Dates have always been important to me. I like birthdays and anniversaries and when something happens one of my first instincts is to look at the calendar. Remember. And for the most part, I do.
I like the gravitas of marking time. I don’t want to change that about myself. But some dates sting.
I chose June 13th as my wedding day because I wanted a summer wedding and my venue didn’t do wedding dates in July or August. I wanted it on a Saturday, but the next weekend was my birthday and I didn’t want to get married on my birthday weekend. The 13th was my fiancé’s favorite number.
June 13th, 2015.
If I held that day in a glass orb without the context of any other days before or after, it was one of the best days of my life. I was so incandescently happy.
A smattering of moments: waking up to breakfast in bed, bagels with my girls while getting our hair done, my dress with color shimmering in the skirt, the rain changing our plans but the intimate ceremony it resulted in within the lodge with guests on rocking chairs and benches, wearing my grandmother’s pearls and my mother’s ring, the way he kissed me, my red rain boots, my red wedges, fondue waiting for us at the reception, everyone everyone everyone I loved together in the place I loved best of all in Door County, dancing with my father, the feeling of calm and beauty and pure fucking joy I carried with me all day.
I was so incandescently happy.
“Look at it as a final celebration of your relationship,” my therapist would tell me later. Not much later, just months, while I held back sobs and shook my head and didn’t understand how he could say that our wedding day was one of the best days of his life and that he didn’t love me in nearly the same breath.
“If you want to be loved you have to be the kind of person worth loving.”
It was a spectacular wipeout. A bucket of poison poured on everything our wedding and marriage was supposed to mean.
I’m tired of being knocked out about it. Maybe in one lifetime, we’d be celebrating our four year anniversary right now. Maybe in one lifetime, we would have made each other happy. But we didn’t make each other happy. It’s good we aren’t celebrating our anniversary. It’s good that by the time we marked year one we were already living in different apartments.
Getting divorced was the most difficult trial of my life. I was twenty-four when I went to court, alone, to stand before a judge and end our decade long relationship. I texted him from the courthouse bathroom that it was final and to take care of himself. I’ve spent unslept nights, and wine-soaked evenings and entire seasons mourning and wishing it could have been different.
It changed who I am and what I believe in. It changed how I think about love and partnerships and my personal agency. It changed how I view my own strength and my own vulnerabilities. Four years down the road, and I don’t wish it was different. This was and is the path.
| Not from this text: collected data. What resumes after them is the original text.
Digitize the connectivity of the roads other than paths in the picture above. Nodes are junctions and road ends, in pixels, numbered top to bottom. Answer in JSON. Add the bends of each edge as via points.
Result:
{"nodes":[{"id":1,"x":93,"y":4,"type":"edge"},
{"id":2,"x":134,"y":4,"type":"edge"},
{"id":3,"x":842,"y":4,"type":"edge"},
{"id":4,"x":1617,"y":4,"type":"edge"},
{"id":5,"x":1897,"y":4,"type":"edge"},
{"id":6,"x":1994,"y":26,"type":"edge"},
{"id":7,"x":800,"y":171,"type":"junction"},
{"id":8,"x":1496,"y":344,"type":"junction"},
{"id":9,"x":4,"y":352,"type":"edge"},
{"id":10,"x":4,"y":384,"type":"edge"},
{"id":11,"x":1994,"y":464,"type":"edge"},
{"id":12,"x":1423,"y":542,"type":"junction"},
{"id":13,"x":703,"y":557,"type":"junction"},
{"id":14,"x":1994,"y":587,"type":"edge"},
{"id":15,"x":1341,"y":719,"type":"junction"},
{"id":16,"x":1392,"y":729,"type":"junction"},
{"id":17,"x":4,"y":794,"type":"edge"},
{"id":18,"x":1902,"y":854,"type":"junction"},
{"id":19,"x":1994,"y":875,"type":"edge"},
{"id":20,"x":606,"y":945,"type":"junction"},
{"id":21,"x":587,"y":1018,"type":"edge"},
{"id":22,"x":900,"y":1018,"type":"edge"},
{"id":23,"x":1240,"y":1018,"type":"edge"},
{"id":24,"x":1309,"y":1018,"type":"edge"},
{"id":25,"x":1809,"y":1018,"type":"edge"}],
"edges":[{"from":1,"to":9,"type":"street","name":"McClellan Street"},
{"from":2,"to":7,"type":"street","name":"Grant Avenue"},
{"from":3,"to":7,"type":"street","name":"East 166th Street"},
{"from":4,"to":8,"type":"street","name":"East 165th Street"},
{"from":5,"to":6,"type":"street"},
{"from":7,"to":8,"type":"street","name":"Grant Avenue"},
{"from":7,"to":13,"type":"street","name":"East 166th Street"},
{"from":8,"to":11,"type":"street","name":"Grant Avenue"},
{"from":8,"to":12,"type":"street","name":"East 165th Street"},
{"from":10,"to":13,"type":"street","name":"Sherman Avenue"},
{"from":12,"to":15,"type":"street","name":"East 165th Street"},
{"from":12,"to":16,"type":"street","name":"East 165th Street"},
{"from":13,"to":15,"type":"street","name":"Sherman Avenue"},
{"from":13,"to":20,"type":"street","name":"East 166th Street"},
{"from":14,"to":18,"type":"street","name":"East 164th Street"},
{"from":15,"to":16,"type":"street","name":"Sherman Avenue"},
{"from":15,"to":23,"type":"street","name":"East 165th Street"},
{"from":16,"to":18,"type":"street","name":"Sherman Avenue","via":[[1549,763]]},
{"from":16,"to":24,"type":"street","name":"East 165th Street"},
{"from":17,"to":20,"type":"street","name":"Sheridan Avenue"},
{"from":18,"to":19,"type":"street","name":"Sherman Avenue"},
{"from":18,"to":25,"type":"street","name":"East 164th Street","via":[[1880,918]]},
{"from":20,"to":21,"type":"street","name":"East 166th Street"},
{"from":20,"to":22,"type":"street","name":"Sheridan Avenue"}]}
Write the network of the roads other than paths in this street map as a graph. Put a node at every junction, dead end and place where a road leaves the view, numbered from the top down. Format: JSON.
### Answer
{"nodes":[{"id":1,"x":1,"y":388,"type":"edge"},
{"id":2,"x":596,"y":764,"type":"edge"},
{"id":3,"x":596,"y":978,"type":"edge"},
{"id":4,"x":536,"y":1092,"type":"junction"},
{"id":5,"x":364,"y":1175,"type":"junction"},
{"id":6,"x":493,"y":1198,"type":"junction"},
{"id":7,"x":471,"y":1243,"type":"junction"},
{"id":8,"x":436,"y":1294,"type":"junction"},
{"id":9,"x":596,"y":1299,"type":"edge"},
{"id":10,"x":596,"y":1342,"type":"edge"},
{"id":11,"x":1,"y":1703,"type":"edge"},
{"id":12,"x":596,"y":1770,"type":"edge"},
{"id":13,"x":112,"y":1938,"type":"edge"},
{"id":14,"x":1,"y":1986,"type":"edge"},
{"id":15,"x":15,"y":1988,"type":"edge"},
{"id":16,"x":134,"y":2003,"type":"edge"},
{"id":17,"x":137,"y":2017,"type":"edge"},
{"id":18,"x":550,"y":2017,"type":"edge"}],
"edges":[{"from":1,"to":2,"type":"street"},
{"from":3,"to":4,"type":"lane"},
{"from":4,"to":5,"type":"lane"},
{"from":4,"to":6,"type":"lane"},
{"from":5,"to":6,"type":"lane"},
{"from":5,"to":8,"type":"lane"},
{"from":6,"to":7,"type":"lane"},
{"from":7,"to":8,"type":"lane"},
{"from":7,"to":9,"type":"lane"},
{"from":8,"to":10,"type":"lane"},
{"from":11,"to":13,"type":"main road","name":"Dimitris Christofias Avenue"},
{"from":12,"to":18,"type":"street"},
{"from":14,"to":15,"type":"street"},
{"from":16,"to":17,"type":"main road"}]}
The grief isn’t fresh anymore. Over three years since our separation and I rarely feel overwhelmed by it. I miss, sometimes, the boy and girl we used to be but we are not those people anymore. I hope we are both becoming the people we want to be. I think I am. I loved that little girl, but I will never be her again.
But today is June 13th and I have never been good at letting dates slide off me. I’m looking for the right words for gratitude and love and sadness and never going back. I loved him, we loved each other, the day meant something to both of us even if we don’t love each other anymore. I’m looking for the right words to say that I am angry at how it all turned out but that I still loved it and still wanted it.
Freeze the moment. Hold the best of each other. Let it go.